High-throughput screening (HTS) outputs routinely contain false
positive hits caused by samples acting via undesirable mechanisms of action.
Pursuit of these ’hits’ can result in wasted time and resource, making their
early identification highly desirable. Redox cycling compounds (RCCs) produce
reactive oxygen species, such as H₂O₂, which can damage
protein function and falsely appear as hits. The high throughput assays available
to identify RCCs in are indirect, have limited sensitivity or are prone to
flagging false positives.

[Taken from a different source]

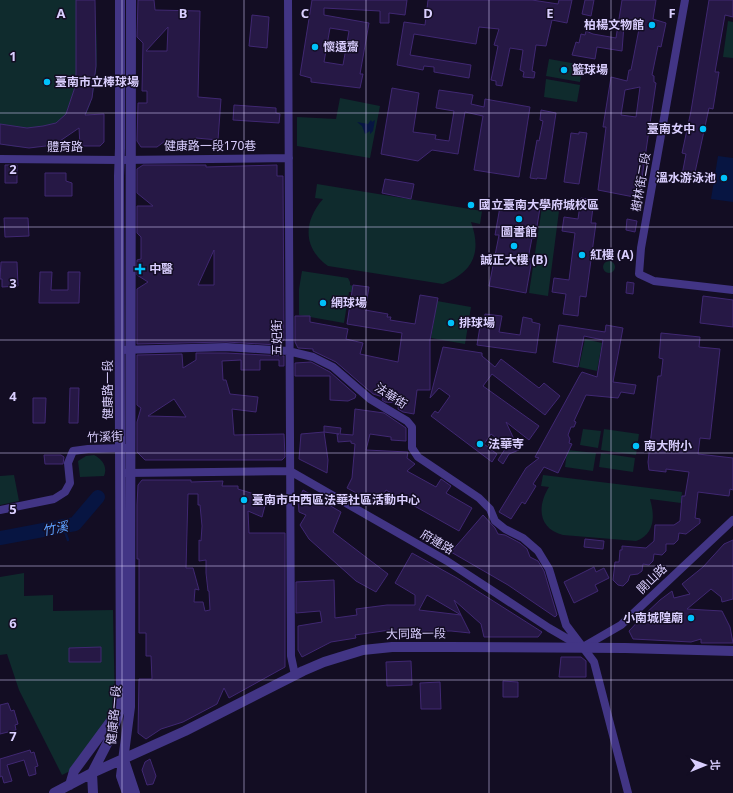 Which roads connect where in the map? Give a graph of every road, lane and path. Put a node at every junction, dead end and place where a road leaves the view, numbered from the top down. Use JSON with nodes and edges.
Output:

The direct measurement of tris(2-carboxyethyl)phosphine
(TCEP) oxidation was demonstrated to be a sensitive and accurate measure of
redox cycling. However, the current NMR based detection method is not
compatible with the magnitude required for triage of an HTS campaign (Tarnowski et al. 2018). The development of Acoustic Mist Ionisation MS (AMI-MS) has made it possible
to rapidly measure oxidation of TCEP at large scale. AMI-MS uses acoustic energy to fire nanolitre
volumes of ionised sample directly from microtitre plates into the mass
spectrometer, allowing for multiple ion species to be measured rapidly and
simultaneously. Utilising this technique we are now able to accurately flag RCCs
that catalyse the oxidation of TCEP, in a high throughput manner (2 samples
per second). Applying this assay to HTS outputs revealed that 80% of hits from an
Open Innovation project and 18% of hits from a dehyrdogenase target were
capable of redox cycling. Incorporating this triaging assay into our standard
HTS screening cascade has facilitated the delivery of high-quality data that
facilitates faster prioritisation of robust lead series.